Juan Manuel Fangio é o sinônimo automático da Fórmula 1 com a Argentina. Maior campeão dela no século XX e o maior da história para o amigo Ayrton Senna, o pentacampeão pode ter sido ultrapassado em títulos, mas ainda detém marcas relevantes – como destacamos nesse Especial. Contudo, o automobilismo internacional não deixou de ter outros destaques argentinos. Falecido em 2021, Carlos Reutemann foi vice em 1981 muito pela briga interna na Williams com o colega Alan Jones, em que pese a capacidade de Nelson Piquet, um pontinho à frente. Outro vice-campeão foi José Froilán González, para o próprio Fangio em 1954, ano em que soube ganhar as tradicionais 24 Horas de Le Mans. E que hoje completaria 100 anos.
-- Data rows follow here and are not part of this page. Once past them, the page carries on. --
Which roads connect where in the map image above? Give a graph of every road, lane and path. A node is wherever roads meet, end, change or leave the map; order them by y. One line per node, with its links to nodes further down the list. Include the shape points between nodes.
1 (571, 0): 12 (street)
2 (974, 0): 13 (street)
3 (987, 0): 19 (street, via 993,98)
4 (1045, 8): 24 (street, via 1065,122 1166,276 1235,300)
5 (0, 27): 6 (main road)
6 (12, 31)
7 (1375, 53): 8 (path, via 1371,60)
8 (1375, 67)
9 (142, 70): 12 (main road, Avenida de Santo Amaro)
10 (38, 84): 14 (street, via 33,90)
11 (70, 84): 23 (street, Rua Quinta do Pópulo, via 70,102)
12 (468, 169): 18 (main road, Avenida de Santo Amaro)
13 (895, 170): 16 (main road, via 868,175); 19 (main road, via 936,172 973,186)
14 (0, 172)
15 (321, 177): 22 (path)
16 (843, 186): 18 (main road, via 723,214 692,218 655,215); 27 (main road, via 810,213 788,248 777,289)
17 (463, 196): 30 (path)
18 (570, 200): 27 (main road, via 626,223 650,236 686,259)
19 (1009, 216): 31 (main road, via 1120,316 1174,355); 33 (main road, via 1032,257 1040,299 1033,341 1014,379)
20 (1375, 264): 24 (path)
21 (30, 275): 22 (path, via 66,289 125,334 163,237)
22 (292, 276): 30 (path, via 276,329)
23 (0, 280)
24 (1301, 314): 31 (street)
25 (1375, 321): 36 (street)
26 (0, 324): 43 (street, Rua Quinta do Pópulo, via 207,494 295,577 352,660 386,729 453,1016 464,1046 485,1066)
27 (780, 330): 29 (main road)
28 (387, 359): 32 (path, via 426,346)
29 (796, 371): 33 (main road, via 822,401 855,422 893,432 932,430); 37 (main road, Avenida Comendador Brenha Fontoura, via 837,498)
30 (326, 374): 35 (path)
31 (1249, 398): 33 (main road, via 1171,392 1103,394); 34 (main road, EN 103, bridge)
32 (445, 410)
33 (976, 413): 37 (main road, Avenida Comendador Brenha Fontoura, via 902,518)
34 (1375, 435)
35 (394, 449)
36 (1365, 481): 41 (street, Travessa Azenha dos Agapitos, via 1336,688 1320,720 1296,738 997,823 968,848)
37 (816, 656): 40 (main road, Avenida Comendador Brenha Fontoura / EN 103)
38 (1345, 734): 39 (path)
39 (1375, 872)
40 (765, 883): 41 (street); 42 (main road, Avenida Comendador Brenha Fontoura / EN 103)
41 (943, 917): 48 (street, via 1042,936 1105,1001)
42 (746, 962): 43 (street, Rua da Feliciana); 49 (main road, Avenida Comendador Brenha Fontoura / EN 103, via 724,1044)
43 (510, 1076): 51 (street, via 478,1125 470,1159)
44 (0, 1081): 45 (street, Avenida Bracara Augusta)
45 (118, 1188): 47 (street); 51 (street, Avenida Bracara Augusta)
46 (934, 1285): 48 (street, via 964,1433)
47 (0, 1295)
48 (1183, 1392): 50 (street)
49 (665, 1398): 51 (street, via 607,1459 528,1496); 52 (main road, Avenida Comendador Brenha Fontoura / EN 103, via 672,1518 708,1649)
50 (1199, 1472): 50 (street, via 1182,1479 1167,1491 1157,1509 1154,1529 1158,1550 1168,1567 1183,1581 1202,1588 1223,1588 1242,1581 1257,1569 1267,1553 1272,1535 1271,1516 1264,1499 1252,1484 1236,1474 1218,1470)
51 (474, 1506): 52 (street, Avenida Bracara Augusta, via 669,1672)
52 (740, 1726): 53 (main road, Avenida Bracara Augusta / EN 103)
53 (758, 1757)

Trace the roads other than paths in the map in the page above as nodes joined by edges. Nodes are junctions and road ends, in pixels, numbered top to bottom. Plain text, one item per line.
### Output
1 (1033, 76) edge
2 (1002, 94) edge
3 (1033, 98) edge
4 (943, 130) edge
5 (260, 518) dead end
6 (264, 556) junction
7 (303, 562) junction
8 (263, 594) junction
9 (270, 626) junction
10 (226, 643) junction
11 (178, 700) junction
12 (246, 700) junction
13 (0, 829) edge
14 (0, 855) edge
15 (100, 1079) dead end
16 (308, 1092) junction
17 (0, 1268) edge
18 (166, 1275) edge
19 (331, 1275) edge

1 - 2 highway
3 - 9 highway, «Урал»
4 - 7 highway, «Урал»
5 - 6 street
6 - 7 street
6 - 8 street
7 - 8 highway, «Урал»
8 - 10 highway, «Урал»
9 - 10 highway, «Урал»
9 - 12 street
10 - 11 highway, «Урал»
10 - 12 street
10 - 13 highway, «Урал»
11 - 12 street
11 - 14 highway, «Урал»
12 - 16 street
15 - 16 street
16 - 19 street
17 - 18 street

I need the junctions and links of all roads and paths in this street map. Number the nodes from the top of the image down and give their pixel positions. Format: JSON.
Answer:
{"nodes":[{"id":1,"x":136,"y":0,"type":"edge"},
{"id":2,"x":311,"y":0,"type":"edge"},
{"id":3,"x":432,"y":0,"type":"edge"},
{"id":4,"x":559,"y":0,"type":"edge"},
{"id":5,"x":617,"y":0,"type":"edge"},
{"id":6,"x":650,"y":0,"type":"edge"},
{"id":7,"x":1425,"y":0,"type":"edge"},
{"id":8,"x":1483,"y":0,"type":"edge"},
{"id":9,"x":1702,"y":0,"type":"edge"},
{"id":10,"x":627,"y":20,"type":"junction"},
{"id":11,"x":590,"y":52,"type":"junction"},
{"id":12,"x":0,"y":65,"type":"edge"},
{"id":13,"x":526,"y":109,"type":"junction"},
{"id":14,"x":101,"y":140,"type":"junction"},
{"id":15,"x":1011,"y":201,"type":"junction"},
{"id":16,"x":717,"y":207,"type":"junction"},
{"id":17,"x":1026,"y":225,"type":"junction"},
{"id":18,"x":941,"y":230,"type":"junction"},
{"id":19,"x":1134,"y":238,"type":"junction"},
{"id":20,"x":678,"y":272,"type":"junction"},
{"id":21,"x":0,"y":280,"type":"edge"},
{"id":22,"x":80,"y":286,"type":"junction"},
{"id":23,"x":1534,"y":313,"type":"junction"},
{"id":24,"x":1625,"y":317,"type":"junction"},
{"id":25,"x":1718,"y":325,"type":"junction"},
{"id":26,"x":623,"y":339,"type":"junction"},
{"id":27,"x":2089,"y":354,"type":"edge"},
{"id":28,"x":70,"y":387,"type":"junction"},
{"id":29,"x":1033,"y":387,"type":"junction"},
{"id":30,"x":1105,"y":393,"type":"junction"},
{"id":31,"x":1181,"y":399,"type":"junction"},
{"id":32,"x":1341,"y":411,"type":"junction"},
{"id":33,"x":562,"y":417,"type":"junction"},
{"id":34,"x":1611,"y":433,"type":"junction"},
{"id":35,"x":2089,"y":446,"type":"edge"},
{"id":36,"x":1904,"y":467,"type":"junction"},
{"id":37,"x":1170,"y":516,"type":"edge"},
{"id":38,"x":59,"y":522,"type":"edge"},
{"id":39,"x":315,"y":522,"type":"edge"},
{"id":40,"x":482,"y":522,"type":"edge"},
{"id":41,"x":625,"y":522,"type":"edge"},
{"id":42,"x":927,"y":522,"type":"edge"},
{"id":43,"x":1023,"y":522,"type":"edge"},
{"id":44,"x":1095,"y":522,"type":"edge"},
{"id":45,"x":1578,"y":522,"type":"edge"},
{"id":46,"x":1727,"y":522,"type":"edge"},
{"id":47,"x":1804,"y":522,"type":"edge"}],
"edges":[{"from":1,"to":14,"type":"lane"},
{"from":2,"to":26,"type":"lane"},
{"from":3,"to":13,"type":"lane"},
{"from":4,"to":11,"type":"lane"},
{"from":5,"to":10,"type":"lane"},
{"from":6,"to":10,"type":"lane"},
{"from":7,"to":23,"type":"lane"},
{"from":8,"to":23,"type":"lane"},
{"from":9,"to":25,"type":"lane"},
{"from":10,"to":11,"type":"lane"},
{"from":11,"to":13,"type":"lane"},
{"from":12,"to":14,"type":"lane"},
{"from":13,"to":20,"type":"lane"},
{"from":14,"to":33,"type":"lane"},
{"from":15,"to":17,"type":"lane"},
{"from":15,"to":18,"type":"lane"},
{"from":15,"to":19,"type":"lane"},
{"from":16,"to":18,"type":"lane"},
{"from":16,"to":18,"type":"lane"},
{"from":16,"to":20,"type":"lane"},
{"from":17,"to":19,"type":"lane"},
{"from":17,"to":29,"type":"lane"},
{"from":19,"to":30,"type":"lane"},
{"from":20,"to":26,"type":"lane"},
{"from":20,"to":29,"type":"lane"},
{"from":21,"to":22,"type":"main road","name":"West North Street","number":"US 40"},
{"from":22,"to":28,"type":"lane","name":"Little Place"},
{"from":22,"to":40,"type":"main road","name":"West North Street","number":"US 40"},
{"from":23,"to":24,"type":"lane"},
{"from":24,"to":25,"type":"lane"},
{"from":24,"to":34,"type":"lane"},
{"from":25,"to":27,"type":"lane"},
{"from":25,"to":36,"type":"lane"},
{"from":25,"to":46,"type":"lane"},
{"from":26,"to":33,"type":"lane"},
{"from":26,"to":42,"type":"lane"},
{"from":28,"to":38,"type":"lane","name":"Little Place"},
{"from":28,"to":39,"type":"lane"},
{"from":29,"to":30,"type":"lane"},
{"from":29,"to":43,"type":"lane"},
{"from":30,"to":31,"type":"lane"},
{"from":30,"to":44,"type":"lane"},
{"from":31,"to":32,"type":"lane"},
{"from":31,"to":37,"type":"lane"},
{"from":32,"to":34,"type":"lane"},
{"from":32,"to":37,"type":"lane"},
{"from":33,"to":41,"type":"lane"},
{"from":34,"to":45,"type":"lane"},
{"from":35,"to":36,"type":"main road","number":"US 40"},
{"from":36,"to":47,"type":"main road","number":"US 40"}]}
Oficialmente, Froilán González registrou somente duas vitórias na Fórmula 1, ambas em Silverstone, embora vencesse muitas outras provas… mas em tempos em que nem todas rendiam pontuação ao campeonato. Uma das duas vitórias oficiais foi simplesmente a primeira vitória da Ferrari na modalidade, em 14 de julho de 1951. Ele viveu até os 91 anos incompletos, partindo em 15 de junho de 2013. Na ocasião dos 90 anos, teceu um longo monólogo à principal revista esportiva argentina, a El Gráfico. Agora, com os cem anos, traduzimos a íntegra aquela matéria, assinada por Pablo Vignone sob o título “Este sou eu”. A versão original é acessível clicando aqui.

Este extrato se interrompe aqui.